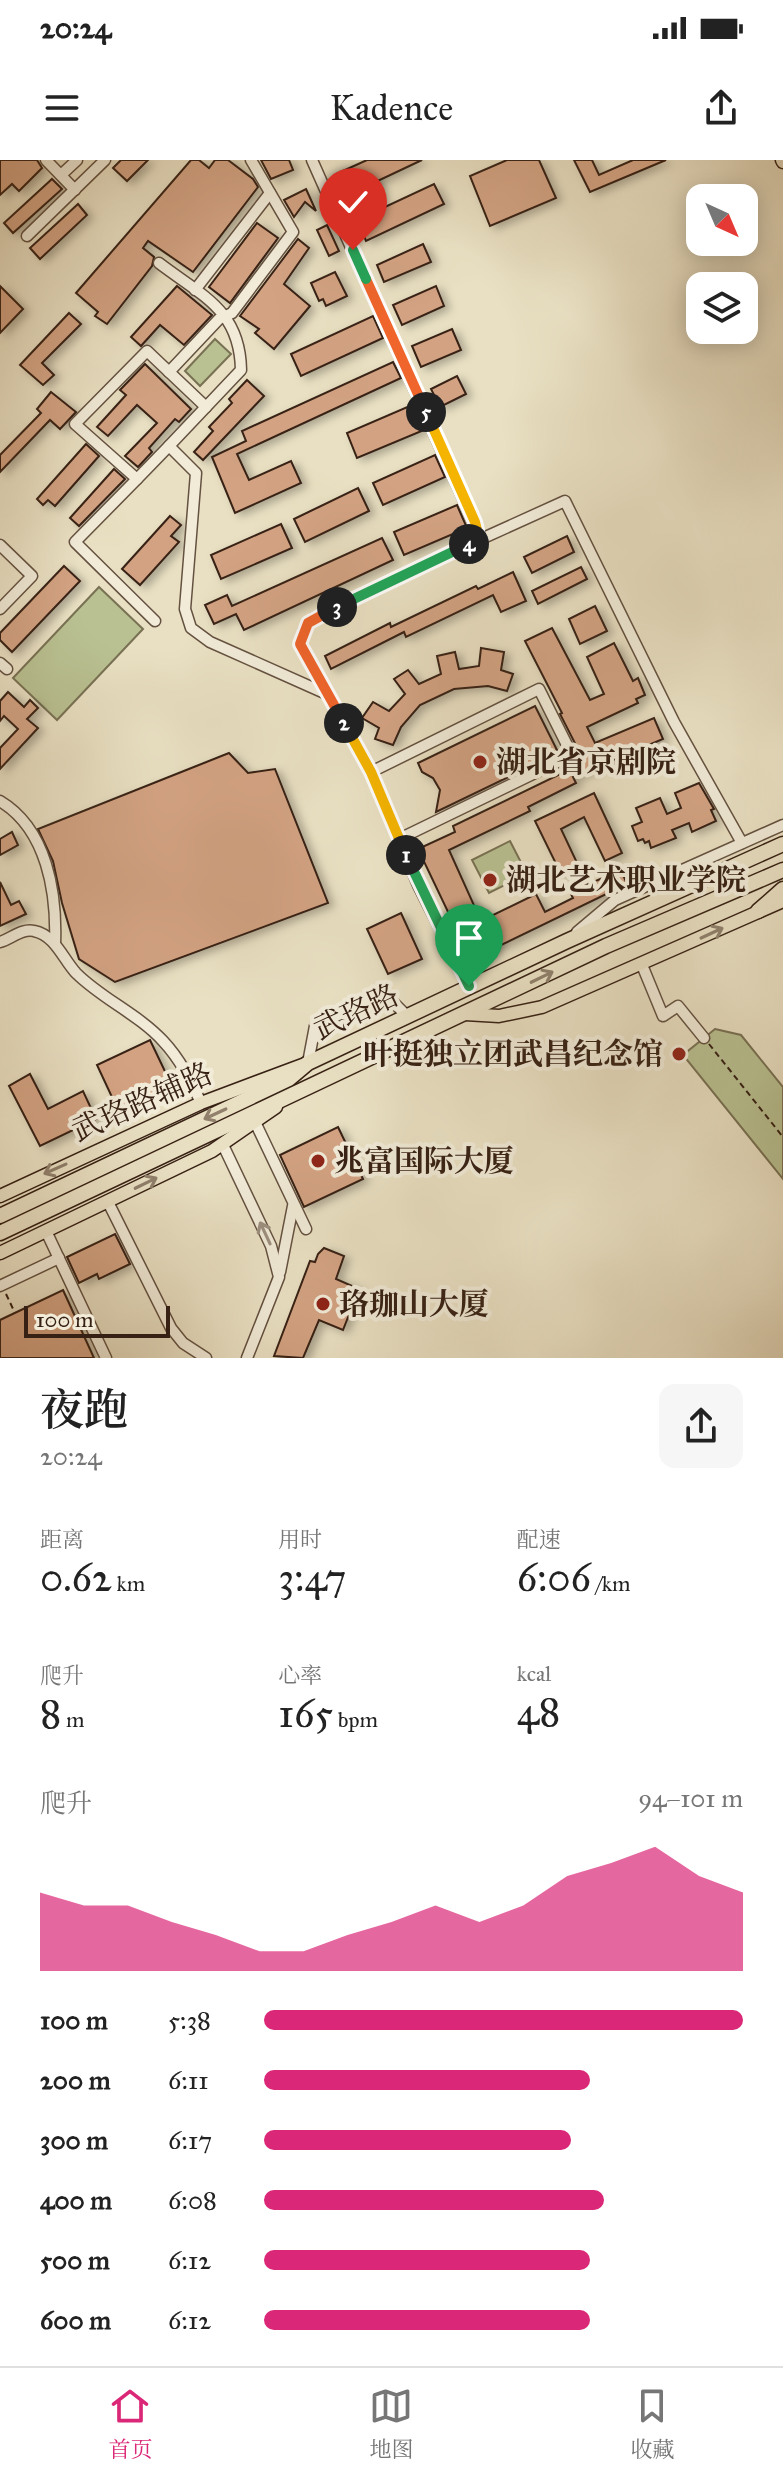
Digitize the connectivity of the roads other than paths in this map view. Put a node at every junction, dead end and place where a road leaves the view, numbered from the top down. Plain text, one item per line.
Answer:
1 (46, 160) edge
2 (77, 160) edge
3 (105, 160) edge
4 (251, 160) edge
5 (312, 160) edge
6 (61, 175) junction
7 (75, 190) junction
8 (270, 193) junction
9 (27, 236) dead end
10 (159, 263) dead end
11 (195, 290) junction
12 (226, 316) junction
13 (169, 372) junction
14 (206, 407) junction
15 (169, 446) junction
16 (137, 479) junction
17 (469, 544) junction
18 (0, 545) edge
19 (0, 609) edge
20 (155, 621) dead end
21 (329, 695) junction
22 (371, 772) junction
23 (0, 801) edge
24 (783, 825) edge
25 (399, 839) junction
26 (742, 843) junction
27 (783, 844) edge
28 (783, 870) edge
29 (783, 889) edge
30 (783, 901) edge
31 (758, 911) junction
32 (567, 941) junction
33 (0, 942) edge
34 (55, 944) junction
35 (642, 965) junction
36 (469, 986) junction
37 (465, 1014) junction
38 (407, 1016) junction
39 (704, 1038) road end
40 (308, 1063) junction
41 (294, 1094) junction
42 (201, 1103) junction
43 (255, 1122) junction
44 (223, 1145) junction
45 (0, 1196) edge
46 (108, 1202) junction
47 (293, 1204) junction
48 (0, 1216) edge
49 (306, 1229) dead end
50 (46, 1231) junction
51 (0, 1233) edge
52 (0, 1253) edge
53 (59, 1258) junction
54 (279, 1277) junction
55 (1, 1284) edge
56 (106, 1358) edge
57 (206, 1358) edge
58 (247, 1358) edge

1 - 6 street
2 - 6 street
3 - 7 street
4 - 8 street
5 - 17 street
6 - 7 street
7 - 9 street
8 - 11 street
8 - 12 street
10 - 11 street
11 - 12 street
12 - 13 street
12 - 14 street
13 - 14 street
13 - 16 street
14 - 15 street
15 - 16 street
15 - 21 street
16 - 20 street
17 - 21 street
17 - 26 street
18 - 19 street
21 - 22 street
22 - 25 street
22 - 25 street
23 - 34 street
24 - 26 street
25 - 36 street
26 - 32 street
27 - 32 highway, 武珞路
37 -> 28 highway, 武珞路
29 - 31 highway
30 - 31 main road
35 -> 31 main road
32 - 36 highway, 武珞路
33 - 34 street
34 - 42 street
35 - 37 main road
35 - 39 street
36 - 38 highway, 武珞路
37 - 41 highway, 武珞路
38 - 40 highway, 武珞路
38 - 40 street
40 - 42 main road, 武珞路辅路
40 -> 48 highway, 武珞路
41 - 43 main road
41 - 51 highway, 武珞路
42 -> 45 main road, 武珞路辅路
43 - 44 main road
43 - 47 street
46 -> 44 main road
54 -> 44 street
46 - 50 main road
46 - 57 street
47 - 49 street
47 - 54 street
50 - 52 main road
50 - 53 street
53 - 55 street
53 - 56 street
54 - 58 street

> **Activity**: For the string "main", go through the entries above and copy each line where it occurs.

> **Exercise result**:
30 - 31 main road
35 -> 31 main road
35 - 37 main road
40 - 42 main road, 武珞路辅路
41 - 43 main road
42 -> 45 main road, 武珞路辅路
43 - 44 main road
46 -> 44 main road
46 - 50 main road
50 - 52 main road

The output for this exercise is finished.